**TASK TO CARRY OUT**
Copy out each line of the material exactly. Pictures do not belong in the copy.

**SUPPLIED MATERIAL**
=======

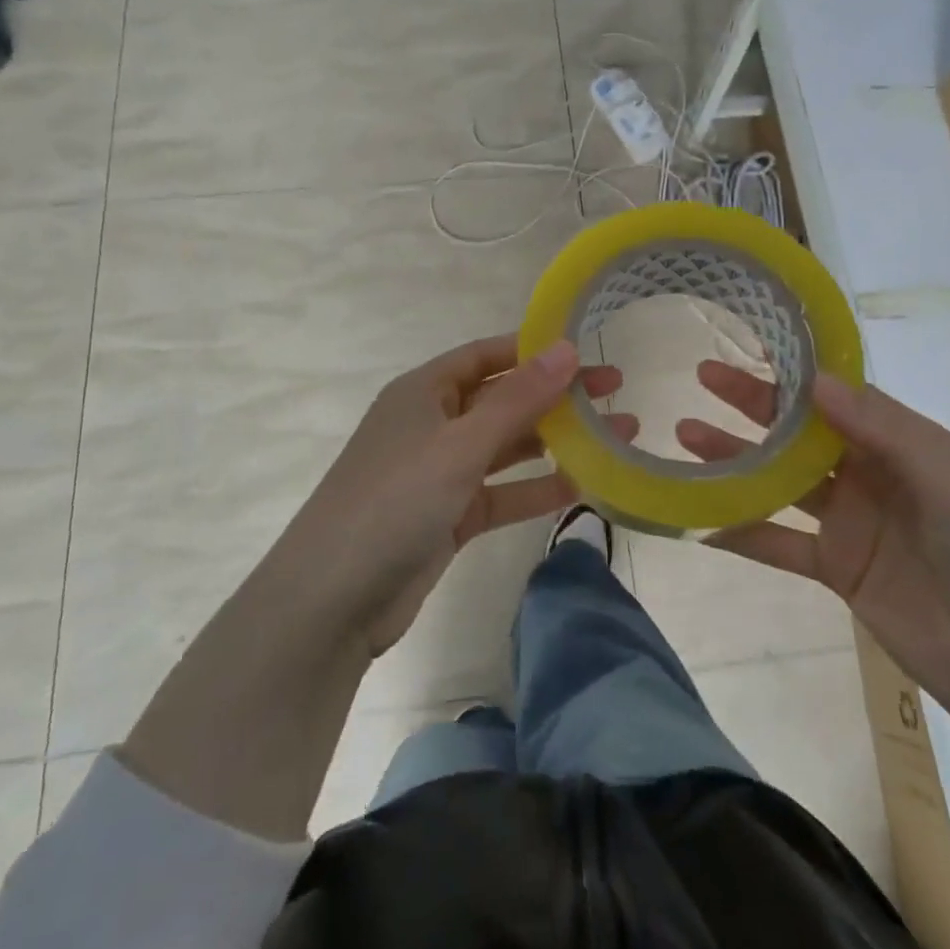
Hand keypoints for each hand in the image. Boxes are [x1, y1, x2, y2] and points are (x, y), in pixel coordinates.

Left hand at [284, 336, 630, 655]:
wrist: (332, 600)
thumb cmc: (394, 500)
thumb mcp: (460, 444)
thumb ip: (517, 399)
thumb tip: (566, 348)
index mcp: (424, 391)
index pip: (487, 355)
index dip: (535, 349)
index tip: (587, 348)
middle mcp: (433, 424)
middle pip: (504, 399)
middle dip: (557, 395)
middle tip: (617, 389)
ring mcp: (441, 472)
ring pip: (507, 447)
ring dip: (557, 441)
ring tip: (617, 434)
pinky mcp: (450, 516)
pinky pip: (502, 492)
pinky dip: (537, 489)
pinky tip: (584, 484)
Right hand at [681, 363, 949, 741]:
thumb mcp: (948, 480)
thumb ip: (880, 429)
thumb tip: (814, 379)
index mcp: (902, 444)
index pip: (837, 396)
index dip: (795, 371)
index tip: (749, 342)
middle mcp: (870, 474)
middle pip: (799, 432)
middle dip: (751, 405)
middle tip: (701, 379)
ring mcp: (850, 523)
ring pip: (780, 482)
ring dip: (734, 462)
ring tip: (684, 437)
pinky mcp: (837, 570)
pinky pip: (780, 544)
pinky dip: (743, 534)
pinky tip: (701, 523)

=======

**ANSWER TO THIS EXERCISE**
Hand keypoints for each hand in the image. Boxes are [x1, y1, x2, y2] and points are (x, y), in pixel coordinates.

Left hand at [284, 336, 630, 655]:
wrist: (332, 600)
thumb cmc: (394, 500)
thumb mcp: (460, 444)
thumb ip: (517, 399)
thumb tip: (566, 348)
index mcp: (424, 391)
index pip: (487, 355)
index dip: (535, 349)
index tip: (587, 348)
middle mcp: (433, 424)
middle pip: (504, 399)
middle dip: (557, 395)
middle tip: (617, 389)
ring mcp: (441, 472)
ring pip: (507, 447)
ring dip: (557, 441)
ring tip: (617, 434)
pinky mcp: (450, 516)
pinky pip: (502, 492)
pinky dip: (537, 489)
pinky tip: (584, 484)
Right hand at [681, 363, 949, 741]:
thumb mcp: (948, 480)
thumb ip: (880, 429)
thumb tip: (814, 379)
index mcp: (902, 444)
index pip: (837, 396)
index dip: (795, 371)
index tip: (749, 342)
middle mcp: (870, 474)
middle pip: (799, 432)
middle dip: (751, 405)
middle tip: (701, 379)
ring mcp: (850, 523)
ring pip: (780, 482)
ring dip: (734, 462)
ring tip: (684, 437)
pinky mcp: (837, 570)
pinky pip: (780, 544)
pinky dip: (743, 534)
pinky tip: (701, 523)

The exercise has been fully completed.